Following the latest tragedy, Walt Disney Co announced that it is stopping production of its branded goods in Bangladesh. But most retailers have vowed to stay and promised to work for change. H&M and Wal-Mart both have said they have no plans to leave. Other big chains such as The Children's Place, Mango, JC Penney, Gap, Benetton and Sears have said the same.

But the pressure has increased for those that stay. Since April's building collapse, Avaaz, a human rights group with 21 million members worldwide, has gotten more than 900,000 signatures on a petition pushing Gap and H&M to commit to the proposal.

And in the US, university chapters of United Students Against Sweatshops are helping to stage demonstrations against Gap in more than a dozen cities including Seattle, Los Angeles and New York.

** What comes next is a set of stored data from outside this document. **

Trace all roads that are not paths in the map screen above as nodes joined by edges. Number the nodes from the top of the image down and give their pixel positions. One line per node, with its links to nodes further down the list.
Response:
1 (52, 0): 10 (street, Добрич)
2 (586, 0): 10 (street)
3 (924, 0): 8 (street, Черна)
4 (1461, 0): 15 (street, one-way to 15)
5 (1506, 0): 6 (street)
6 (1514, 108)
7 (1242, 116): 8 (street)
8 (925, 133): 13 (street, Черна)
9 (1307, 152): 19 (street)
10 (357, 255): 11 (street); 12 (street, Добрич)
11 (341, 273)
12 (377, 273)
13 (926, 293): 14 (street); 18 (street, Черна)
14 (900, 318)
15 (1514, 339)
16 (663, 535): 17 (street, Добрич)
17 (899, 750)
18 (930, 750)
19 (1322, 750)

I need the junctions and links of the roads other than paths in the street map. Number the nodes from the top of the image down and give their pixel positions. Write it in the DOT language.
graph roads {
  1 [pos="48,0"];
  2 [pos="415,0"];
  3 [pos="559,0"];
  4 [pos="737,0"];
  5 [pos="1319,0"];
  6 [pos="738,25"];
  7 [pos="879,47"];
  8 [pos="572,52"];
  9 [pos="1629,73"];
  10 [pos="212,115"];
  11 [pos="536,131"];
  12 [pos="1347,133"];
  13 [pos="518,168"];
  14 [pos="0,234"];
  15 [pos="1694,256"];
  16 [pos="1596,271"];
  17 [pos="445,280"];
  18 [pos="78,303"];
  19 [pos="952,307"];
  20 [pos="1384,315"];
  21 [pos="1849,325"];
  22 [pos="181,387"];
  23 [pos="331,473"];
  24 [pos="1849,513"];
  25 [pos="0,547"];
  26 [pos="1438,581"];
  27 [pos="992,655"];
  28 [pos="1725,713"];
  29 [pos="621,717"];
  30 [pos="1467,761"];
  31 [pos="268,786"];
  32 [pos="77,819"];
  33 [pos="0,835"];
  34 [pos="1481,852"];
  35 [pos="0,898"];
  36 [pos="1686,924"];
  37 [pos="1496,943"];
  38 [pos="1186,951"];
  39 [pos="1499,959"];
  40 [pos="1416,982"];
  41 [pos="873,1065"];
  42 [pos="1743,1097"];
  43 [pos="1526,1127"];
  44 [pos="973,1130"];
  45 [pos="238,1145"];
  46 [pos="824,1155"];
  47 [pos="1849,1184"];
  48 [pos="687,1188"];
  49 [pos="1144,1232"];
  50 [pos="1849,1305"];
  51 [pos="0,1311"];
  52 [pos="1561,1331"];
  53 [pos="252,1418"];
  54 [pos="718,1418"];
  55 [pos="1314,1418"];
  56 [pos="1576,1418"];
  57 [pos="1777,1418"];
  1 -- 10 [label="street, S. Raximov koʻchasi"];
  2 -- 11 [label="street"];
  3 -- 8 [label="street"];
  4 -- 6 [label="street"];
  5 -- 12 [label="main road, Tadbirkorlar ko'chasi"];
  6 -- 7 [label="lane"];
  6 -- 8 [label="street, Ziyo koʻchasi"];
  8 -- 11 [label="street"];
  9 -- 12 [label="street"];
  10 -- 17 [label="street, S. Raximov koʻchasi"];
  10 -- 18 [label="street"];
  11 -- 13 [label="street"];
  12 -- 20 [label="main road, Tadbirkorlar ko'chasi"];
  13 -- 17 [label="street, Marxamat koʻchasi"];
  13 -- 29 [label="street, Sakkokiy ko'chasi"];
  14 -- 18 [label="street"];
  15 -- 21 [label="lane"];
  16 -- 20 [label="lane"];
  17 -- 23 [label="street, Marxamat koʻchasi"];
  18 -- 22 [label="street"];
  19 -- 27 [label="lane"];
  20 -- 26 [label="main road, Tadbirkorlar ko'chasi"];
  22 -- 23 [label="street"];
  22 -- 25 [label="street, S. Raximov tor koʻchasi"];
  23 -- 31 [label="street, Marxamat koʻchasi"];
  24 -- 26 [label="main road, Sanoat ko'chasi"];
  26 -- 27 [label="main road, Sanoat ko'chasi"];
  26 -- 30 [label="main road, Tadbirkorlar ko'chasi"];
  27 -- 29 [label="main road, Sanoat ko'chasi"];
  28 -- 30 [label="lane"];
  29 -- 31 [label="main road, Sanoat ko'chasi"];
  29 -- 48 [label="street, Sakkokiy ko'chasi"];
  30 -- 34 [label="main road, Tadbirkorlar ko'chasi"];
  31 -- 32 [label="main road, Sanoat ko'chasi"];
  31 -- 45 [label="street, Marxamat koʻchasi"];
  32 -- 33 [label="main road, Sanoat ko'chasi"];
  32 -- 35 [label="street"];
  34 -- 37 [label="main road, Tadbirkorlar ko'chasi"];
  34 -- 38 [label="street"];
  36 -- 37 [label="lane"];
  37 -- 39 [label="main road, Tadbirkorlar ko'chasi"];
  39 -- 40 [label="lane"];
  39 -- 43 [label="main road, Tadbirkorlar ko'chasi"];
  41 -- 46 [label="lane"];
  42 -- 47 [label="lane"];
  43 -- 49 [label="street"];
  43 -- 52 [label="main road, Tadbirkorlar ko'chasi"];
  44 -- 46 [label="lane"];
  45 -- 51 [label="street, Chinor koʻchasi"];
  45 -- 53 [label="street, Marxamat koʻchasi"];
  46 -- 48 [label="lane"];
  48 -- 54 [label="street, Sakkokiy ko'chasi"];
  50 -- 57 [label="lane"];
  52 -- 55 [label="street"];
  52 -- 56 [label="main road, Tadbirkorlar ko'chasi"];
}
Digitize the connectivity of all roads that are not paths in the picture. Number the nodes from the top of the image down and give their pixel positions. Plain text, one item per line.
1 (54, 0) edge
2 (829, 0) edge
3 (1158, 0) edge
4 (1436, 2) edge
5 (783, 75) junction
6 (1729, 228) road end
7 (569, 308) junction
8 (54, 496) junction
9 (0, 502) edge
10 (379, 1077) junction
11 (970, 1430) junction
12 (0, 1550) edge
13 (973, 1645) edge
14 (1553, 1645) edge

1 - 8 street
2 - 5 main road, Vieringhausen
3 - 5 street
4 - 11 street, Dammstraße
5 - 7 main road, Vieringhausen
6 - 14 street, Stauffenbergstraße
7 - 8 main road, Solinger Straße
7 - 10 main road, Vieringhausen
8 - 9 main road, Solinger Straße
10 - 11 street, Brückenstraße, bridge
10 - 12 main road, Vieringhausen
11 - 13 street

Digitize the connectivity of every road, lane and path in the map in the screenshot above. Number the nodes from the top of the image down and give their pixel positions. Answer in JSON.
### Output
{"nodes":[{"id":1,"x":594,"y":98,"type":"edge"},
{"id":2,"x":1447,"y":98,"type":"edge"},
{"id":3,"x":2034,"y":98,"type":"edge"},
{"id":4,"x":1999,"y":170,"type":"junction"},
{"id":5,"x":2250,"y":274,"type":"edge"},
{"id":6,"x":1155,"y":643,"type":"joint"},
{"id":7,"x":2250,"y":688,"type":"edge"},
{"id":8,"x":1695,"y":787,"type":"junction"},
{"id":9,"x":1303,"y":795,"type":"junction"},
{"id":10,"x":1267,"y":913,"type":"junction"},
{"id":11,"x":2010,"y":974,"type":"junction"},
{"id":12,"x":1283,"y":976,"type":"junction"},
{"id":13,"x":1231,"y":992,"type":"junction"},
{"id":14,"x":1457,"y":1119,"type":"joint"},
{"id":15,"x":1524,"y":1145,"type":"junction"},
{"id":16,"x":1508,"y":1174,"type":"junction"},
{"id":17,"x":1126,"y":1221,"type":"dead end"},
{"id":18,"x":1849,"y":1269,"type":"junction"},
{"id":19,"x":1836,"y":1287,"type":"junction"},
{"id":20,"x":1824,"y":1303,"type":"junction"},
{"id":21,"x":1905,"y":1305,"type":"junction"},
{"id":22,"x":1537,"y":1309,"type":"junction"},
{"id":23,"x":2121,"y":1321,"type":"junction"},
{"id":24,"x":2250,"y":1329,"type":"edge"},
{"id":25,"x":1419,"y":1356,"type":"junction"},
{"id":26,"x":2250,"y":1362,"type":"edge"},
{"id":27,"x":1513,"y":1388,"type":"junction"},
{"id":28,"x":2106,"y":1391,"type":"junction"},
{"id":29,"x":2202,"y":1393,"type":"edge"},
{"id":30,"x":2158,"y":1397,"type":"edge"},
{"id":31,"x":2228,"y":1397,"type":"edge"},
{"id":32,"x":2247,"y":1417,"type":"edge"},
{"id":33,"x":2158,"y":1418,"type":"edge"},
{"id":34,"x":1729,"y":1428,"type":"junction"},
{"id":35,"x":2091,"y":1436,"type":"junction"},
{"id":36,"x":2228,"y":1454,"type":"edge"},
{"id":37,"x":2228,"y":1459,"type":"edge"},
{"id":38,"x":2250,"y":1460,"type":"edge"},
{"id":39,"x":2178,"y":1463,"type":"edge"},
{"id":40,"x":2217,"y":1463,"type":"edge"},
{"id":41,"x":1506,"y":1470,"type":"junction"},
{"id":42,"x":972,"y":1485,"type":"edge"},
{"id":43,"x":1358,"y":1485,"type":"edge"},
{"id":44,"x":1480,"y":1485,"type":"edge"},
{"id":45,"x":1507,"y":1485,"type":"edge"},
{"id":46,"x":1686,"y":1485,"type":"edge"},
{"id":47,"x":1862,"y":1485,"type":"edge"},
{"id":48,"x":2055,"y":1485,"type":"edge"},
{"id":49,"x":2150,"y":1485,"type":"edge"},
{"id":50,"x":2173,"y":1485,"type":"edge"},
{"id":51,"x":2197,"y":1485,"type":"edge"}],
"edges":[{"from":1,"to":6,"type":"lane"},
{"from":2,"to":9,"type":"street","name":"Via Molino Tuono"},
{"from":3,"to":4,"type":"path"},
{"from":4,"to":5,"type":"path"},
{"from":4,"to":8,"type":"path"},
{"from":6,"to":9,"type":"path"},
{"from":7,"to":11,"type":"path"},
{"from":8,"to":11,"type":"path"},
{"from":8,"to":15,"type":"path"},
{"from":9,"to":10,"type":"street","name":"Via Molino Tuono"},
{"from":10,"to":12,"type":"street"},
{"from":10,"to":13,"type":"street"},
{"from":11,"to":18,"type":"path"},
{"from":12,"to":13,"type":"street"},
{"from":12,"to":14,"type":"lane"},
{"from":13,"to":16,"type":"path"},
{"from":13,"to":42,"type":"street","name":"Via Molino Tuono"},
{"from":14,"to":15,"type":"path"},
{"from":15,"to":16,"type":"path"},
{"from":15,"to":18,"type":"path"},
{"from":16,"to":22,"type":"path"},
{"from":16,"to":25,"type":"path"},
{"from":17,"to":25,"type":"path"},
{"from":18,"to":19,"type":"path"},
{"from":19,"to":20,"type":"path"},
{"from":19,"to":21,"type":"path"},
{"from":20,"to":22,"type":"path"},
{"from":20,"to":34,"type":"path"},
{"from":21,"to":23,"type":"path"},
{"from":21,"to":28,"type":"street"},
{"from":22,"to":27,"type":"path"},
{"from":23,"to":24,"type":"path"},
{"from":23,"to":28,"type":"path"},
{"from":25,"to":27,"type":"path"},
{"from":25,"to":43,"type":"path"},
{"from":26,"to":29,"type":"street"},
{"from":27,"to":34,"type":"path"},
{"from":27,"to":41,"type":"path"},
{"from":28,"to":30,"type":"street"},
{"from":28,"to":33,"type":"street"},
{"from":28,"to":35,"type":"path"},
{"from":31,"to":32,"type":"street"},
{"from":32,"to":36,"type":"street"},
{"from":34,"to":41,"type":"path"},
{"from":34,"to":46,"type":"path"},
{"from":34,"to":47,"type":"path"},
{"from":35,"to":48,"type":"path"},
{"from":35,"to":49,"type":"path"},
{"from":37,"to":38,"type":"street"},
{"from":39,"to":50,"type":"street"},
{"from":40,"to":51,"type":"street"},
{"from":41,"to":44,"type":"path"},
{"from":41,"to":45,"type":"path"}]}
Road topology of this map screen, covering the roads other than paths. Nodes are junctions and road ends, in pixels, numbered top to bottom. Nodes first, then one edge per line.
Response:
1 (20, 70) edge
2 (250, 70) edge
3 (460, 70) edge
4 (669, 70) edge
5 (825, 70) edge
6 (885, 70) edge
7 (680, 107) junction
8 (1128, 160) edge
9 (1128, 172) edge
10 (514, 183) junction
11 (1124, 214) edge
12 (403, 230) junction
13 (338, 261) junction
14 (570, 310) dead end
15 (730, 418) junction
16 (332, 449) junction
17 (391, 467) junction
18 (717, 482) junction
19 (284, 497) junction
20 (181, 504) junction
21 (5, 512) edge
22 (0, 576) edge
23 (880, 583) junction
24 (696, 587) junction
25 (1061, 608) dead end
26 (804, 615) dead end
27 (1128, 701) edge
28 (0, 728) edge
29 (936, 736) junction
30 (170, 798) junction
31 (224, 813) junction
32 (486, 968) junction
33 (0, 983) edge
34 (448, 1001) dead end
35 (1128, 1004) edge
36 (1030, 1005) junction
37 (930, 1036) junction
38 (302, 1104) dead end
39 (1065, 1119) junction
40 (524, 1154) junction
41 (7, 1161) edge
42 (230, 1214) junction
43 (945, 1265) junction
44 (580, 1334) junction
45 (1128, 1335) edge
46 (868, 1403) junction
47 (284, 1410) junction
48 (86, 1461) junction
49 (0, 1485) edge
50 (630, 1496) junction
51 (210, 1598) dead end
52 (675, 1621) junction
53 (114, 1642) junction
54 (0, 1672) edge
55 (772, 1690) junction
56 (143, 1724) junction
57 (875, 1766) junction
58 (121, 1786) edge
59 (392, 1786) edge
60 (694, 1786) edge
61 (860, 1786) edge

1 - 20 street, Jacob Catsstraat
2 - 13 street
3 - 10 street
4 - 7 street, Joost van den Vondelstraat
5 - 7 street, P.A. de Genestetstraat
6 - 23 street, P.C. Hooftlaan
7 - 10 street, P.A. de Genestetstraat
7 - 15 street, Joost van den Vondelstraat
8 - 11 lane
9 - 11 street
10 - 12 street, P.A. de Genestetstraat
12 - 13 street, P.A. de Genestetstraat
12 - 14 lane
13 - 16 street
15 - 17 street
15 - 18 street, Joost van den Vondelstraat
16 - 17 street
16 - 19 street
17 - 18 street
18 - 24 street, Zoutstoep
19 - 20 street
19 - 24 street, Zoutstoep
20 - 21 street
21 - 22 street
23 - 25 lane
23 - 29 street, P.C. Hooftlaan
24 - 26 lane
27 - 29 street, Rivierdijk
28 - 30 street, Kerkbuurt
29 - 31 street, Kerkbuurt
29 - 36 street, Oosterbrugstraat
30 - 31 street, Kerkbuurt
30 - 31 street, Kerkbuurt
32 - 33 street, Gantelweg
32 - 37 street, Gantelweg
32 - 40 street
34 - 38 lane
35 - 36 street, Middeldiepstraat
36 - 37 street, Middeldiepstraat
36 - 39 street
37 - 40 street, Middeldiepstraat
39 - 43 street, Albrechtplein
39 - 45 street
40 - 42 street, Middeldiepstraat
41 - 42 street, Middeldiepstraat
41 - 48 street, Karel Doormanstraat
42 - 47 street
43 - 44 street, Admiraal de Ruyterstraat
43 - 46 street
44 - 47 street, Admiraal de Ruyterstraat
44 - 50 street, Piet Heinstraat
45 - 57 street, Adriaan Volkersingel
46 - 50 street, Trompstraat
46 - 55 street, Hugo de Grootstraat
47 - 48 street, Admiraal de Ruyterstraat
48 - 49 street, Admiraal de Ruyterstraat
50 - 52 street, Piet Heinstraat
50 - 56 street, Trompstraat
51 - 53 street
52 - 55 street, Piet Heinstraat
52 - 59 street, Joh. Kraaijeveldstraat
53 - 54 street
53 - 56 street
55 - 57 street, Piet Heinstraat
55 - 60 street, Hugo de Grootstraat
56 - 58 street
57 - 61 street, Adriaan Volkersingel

The safety agreement comes two years after a fire and safety proposal drawn up by labour unions was first rejected by many clothing companies as too costly and legally binding. The latest agreement is a revised version of that proposed pact.

Forty companies, including Wal-Mart, H&M, and JC Penney, met in Germany with labour rights groups, labor unions and nongovernmental organisations days after the building collapse. They discussed how the industry could improve safety conditions in Bangladesh.

Only a few companies, including Primark and Canada's Loblaw Inc., which owns the Joe Fresh clothing line, have acknowledged that suppliers were making clothes for them at the Rana Plaza site and have promised to compensate workers and their families.

Loblaw's CEO said suppliers were making clothes for as many as 30 brands and retailers at the site.

Benetton labels were found at the site, and the Italian fashion brand acknowledged that one of its suppliers had used one of the factories. The company said that before the collapse, the factory had been removed from its list of approved factories.

Mango MNG Holding, whose production documents were found in the ruins, has said it was planning to produce there but hadn't started.